[Extracted data Boundary: Start]

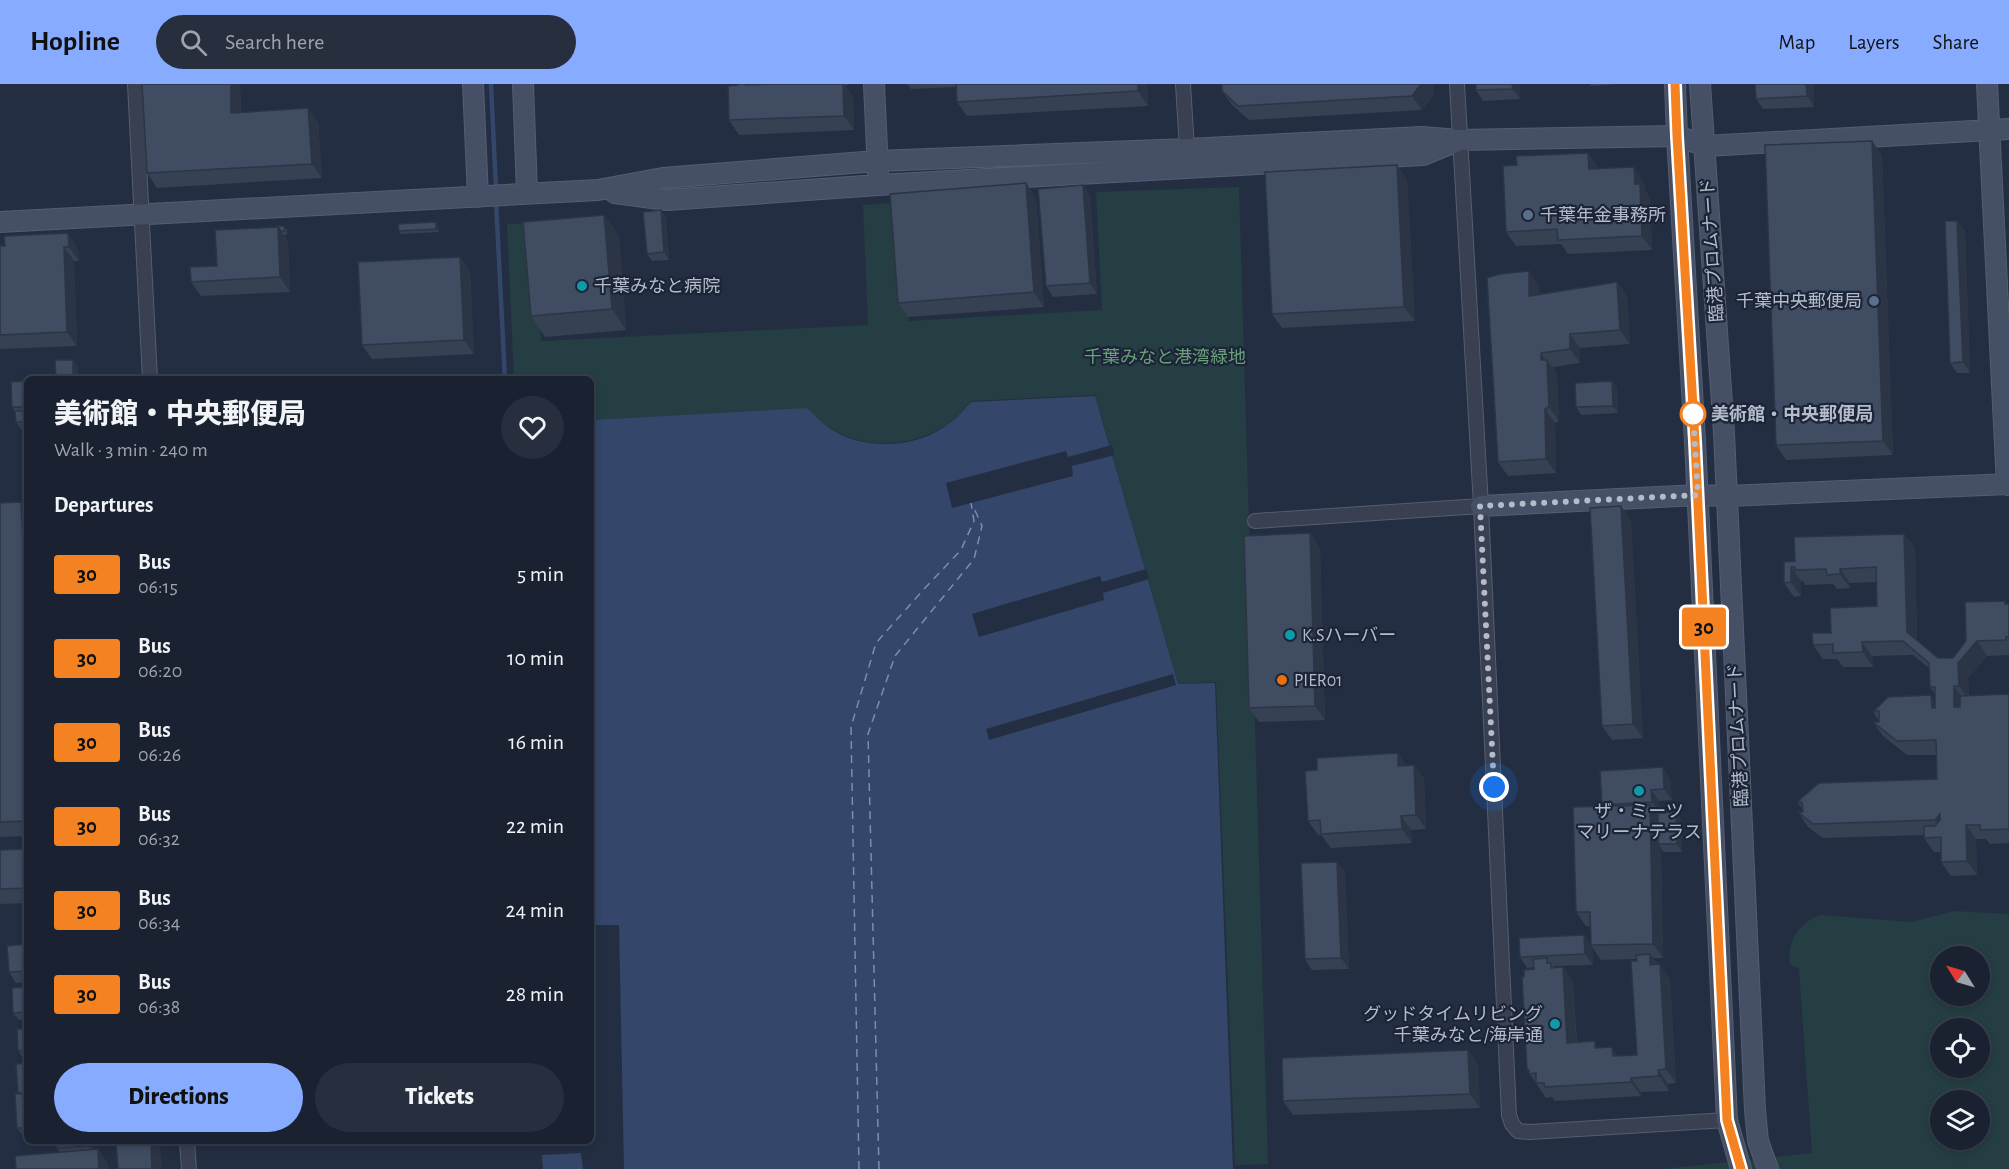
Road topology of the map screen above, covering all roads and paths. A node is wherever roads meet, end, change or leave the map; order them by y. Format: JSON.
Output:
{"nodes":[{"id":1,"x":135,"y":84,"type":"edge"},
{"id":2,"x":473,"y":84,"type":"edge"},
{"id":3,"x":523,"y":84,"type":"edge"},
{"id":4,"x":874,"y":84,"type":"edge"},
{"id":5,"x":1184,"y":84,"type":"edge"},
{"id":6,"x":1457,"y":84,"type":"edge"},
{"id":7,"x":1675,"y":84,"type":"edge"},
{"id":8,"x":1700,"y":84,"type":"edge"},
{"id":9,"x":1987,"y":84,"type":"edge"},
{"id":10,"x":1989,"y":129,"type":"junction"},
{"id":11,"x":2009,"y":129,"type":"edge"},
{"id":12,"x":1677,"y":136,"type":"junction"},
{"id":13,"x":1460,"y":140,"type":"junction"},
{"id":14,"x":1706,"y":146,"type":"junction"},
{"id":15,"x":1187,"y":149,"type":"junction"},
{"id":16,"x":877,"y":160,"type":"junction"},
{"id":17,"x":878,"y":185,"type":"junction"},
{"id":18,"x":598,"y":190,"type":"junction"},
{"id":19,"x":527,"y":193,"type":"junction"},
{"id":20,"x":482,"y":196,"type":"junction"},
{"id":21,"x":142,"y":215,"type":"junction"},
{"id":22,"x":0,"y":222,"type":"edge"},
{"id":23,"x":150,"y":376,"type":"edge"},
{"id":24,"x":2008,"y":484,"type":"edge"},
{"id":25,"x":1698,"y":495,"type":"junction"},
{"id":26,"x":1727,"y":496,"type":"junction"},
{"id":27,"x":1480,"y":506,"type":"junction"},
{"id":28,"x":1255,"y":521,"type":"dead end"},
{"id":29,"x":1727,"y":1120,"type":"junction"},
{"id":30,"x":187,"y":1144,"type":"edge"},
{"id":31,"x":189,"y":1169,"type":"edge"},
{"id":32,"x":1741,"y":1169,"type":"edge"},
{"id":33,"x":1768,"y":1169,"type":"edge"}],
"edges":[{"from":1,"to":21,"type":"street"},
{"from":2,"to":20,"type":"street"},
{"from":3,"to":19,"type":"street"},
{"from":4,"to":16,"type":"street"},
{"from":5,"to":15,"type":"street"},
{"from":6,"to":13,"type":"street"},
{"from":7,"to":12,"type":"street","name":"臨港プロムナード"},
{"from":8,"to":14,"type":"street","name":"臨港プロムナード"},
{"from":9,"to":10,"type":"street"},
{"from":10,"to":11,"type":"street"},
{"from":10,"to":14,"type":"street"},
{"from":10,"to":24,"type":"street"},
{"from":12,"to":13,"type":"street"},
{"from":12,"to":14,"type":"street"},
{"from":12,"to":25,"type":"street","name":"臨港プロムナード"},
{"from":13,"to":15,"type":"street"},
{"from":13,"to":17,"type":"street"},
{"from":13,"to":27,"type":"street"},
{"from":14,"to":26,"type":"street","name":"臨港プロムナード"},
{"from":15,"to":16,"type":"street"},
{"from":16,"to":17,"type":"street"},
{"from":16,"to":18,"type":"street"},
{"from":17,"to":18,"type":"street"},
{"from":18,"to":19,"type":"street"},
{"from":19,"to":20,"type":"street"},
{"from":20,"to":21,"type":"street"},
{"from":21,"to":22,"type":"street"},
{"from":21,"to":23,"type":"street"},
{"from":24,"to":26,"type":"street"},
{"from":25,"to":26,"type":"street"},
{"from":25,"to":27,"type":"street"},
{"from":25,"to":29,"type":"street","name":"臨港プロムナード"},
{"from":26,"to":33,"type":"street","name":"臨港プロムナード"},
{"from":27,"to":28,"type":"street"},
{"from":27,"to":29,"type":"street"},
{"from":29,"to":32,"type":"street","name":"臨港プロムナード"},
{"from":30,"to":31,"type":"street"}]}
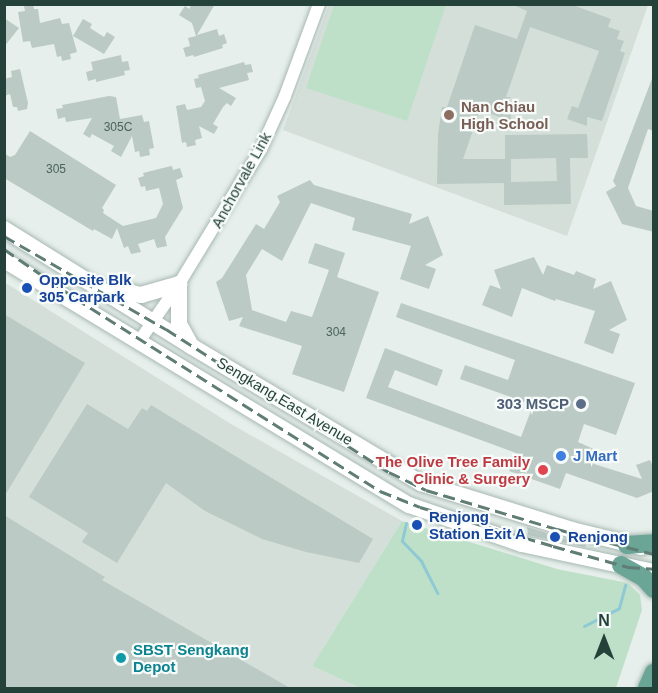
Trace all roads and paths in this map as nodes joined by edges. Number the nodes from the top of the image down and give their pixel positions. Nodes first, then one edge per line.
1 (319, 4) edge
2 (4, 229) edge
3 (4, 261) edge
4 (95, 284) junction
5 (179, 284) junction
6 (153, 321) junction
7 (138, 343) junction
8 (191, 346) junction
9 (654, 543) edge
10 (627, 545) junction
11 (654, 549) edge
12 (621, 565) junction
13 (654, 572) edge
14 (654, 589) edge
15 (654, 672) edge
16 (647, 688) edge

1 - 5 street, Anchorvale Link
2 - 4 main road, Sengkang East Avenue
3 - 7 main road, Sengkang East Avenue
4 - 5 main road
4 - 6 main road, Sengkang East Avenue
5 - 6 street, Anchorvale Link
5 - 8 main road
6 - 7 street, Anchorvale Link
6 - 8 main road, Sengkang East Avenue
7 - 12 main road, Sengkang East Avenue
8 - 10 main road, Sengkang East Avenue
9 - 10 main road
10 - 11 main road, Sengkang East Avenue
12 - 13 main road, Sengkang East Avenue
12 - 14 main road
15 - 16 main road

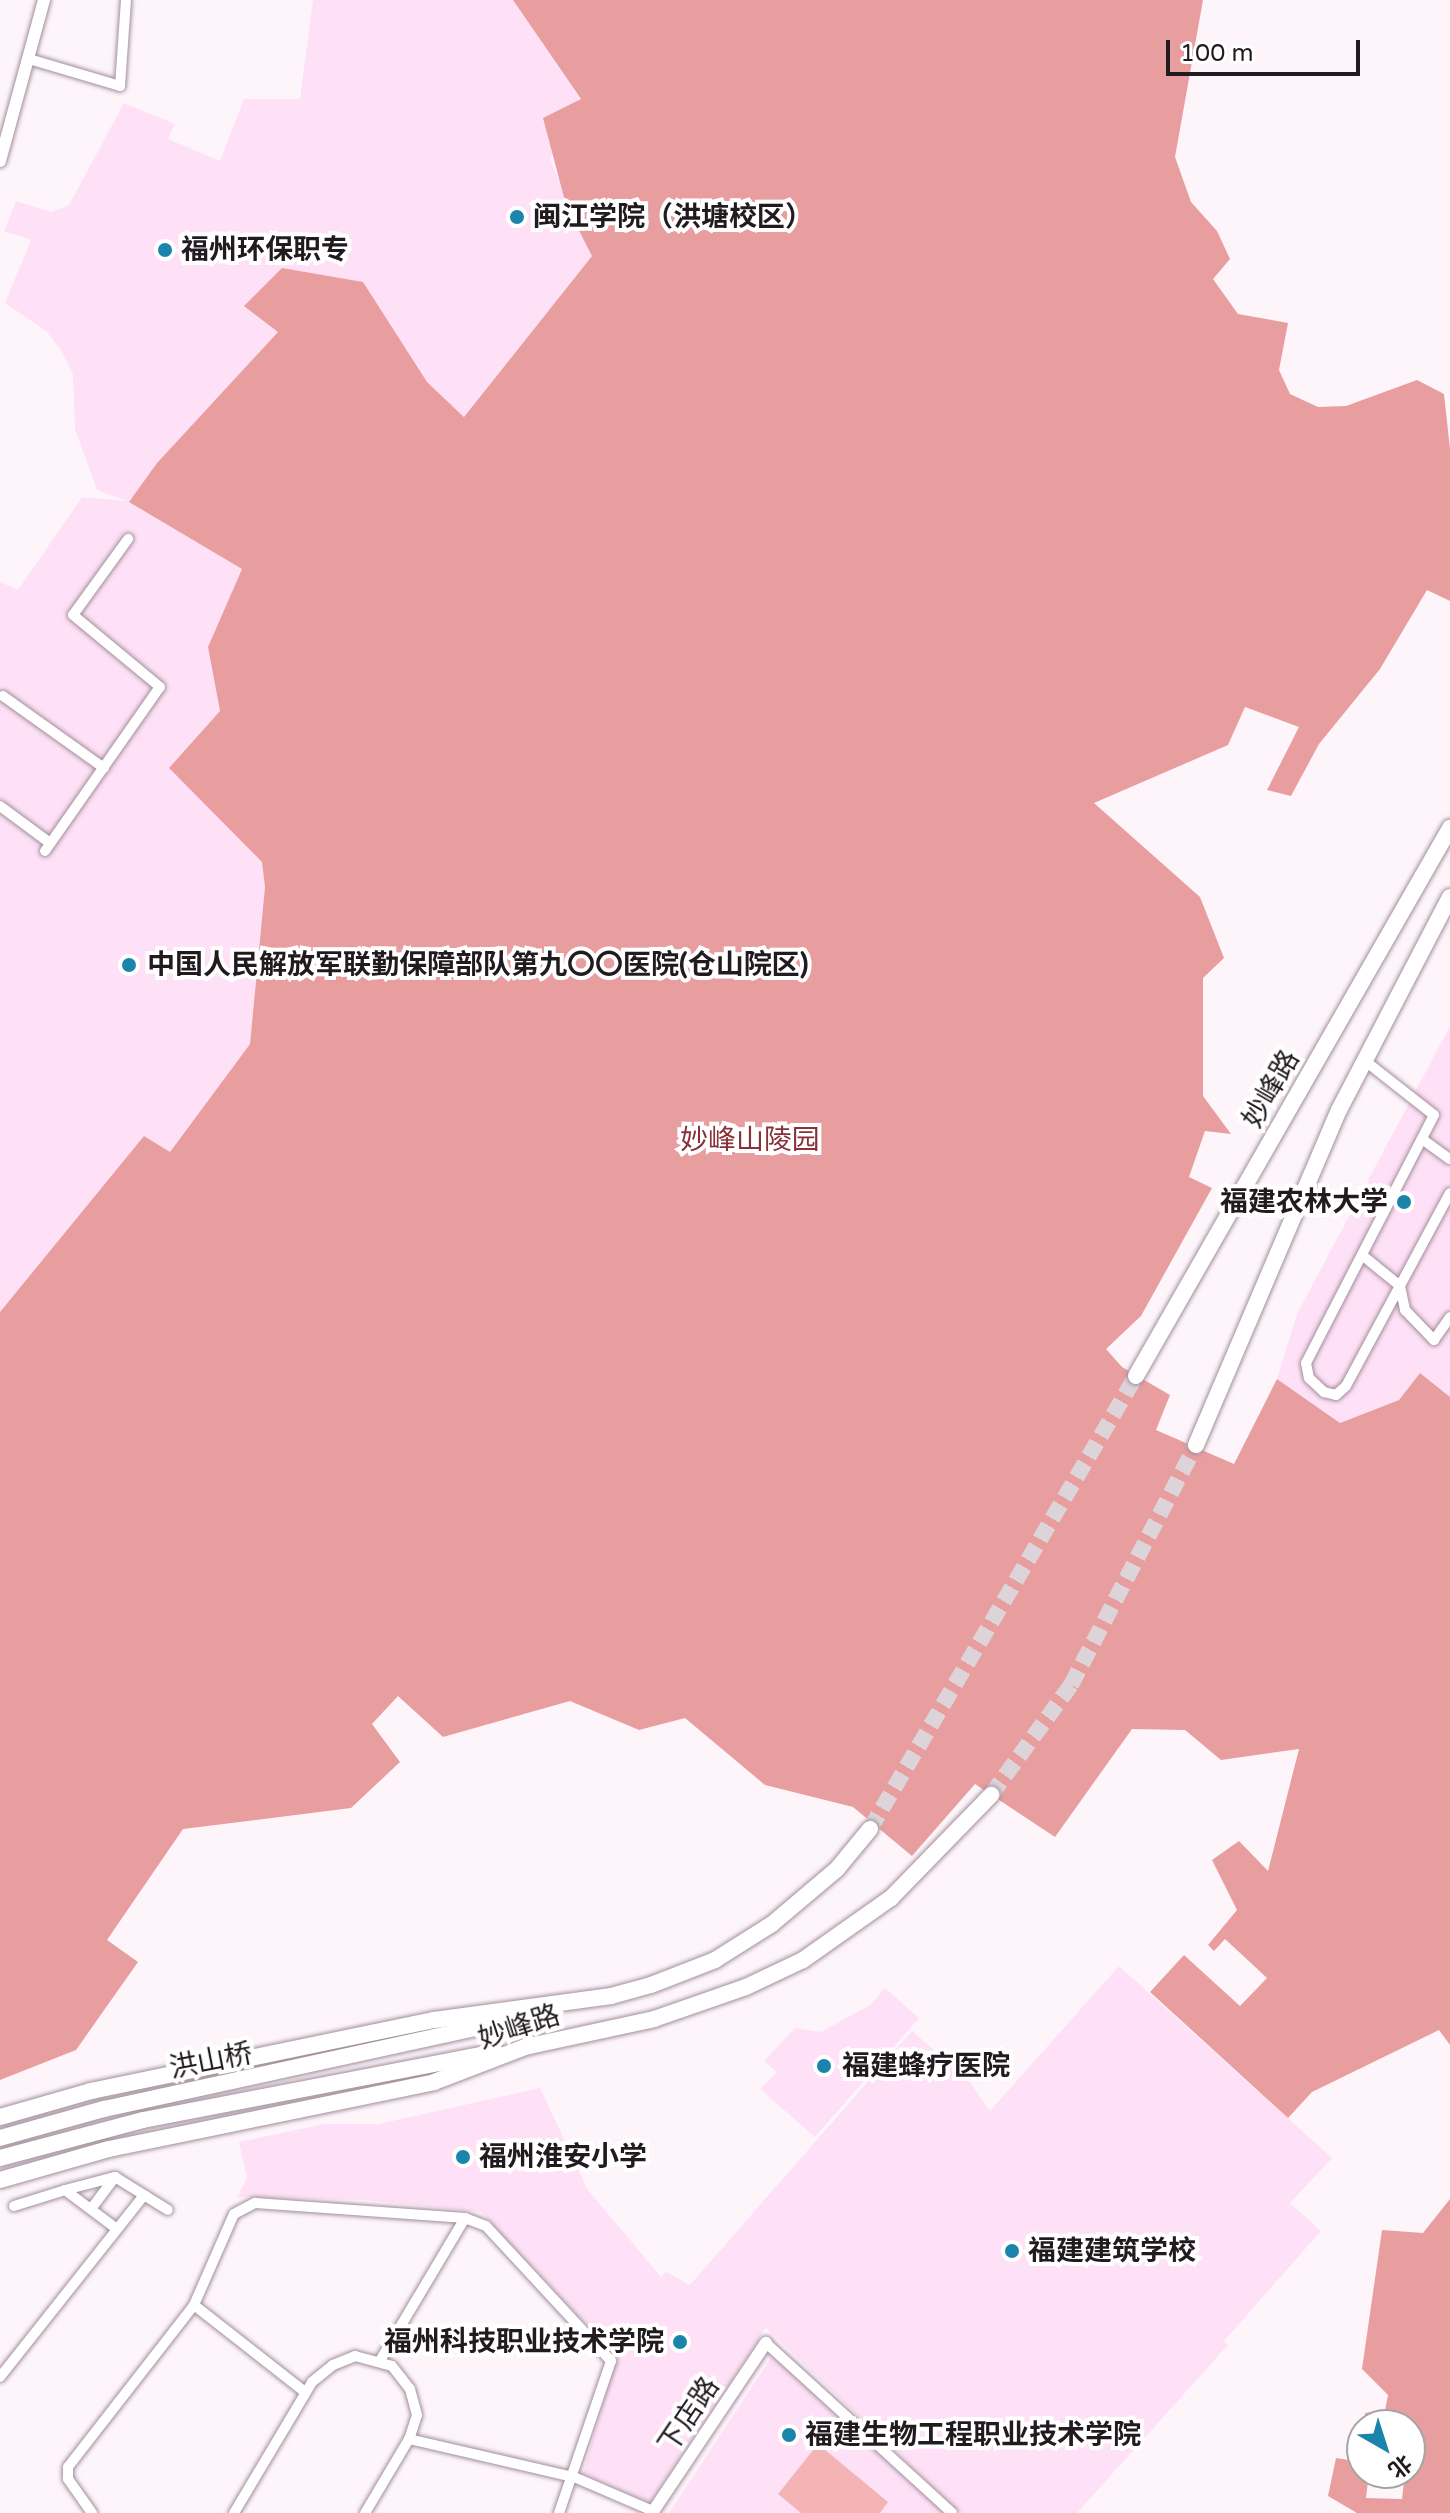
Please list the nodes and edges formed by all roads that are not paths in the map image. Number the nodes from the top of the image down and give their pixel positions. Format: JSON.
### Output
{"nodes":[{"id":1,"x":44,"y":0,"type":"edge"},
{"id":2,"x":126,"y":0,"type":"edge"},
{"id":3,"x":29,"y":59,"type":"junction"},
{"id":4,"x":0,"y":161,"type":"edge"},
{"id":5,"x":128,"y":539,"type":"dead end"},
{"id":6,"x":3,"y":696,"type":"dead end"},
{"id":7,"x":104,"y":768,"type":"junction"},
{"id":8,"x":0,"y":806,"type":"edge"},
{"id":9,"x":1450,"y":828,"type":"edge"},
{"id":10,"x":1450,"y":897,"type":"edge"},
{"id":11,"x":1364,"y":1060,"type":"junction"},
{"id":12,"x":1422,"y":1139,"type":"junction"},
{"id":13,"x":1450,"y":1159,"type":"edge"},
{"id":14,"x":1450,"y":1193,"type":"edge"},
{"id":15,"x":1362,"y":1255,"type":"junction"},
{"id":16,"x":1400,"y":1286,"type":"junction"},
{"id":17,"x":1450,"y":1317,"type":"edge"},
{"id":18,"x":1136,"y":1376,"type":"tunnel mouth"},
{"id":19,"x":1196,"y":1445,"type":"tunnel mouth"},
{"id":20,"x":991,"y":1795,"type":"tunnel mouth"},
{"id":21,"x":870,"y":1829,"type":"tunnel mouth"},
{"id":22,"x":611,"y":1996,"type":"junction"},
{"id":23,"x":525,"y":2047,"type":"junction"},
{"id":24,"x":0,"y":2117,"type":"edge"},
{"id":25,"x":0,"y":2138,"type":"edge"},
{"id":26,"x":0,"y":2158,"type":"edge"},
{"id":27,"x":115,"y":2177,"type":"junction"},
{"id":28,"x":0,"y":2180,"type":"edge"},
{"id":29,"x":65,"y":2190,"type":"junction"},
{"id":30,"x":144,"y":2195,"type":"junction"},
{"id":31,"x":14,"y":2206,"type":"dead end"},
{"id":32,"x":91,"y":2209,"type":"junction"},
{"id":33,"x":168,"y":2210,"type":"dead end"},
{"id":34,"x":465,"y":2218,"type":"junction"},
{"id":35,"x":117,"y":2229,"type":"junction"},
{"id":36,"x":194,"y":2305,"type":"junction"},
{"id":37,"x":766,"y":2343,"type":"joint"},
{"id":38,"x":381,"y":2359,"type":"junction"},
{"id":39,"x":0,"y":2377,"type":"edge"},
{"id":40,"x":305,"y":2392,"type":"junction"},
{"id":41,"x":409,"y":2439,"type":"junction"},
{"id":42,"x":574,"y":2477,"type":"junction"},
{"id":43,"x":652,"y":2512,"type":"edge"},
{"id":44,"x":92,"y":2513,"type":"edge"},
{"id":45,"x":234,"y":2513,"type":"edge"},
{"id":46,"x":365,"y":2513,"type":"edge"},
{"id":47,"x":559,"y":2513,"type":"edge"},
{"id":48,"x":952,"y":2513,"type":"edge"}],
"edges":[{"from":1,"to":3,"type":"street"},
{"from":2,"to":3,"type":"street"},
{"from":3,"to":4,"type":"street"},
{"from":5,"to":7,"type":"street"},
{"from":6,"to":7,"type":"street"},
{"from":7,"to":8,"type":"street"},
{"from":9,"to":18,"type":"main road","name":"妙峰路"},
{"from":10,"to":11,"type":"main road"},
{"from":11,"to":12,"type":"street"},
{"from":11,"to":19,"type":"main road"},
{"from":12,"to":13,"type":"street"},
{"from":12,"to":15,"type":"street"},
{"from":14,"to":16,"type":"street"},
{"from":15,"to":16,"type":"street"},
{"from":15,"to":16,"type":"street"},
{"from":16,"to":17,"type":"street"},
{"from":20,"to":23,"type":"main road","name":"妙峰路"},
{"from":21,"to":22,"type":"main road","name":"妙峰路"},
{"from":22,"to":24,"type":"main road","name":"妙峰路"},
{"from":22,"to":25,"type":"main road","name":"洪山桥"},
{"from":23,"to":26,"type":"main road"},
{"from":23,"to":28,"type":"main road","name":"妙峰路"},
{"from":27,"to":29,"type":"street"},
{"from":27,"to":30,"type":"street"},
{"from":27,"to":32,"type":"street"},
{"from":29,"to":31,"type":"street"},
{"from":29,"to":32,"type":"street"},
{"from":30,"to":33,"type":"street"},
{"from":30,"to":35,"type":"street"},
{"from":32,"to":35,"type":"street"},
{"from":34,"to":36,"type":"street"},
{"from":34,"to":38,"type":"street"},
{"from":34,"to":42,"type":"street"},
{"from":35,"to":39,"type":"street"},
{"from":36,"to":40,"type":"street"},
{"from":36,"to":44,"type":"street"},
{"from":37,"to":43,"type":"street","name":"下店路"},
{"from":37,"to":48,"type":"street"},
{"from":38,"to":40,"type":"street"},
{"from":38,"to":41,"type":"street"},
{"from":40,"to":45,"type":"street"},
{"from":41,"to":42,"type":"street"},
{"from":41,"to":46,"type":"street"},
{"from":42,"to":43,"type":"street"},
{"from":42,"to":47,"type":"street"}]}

[Extracted data Boundary: End]

Find the lines that mention "Anchorvale" in the entries and show them.

1 - 5 street, Anchorvale Link
5 - 6 street, Anchorvale Link
6 - 7 street, Anchorvale Link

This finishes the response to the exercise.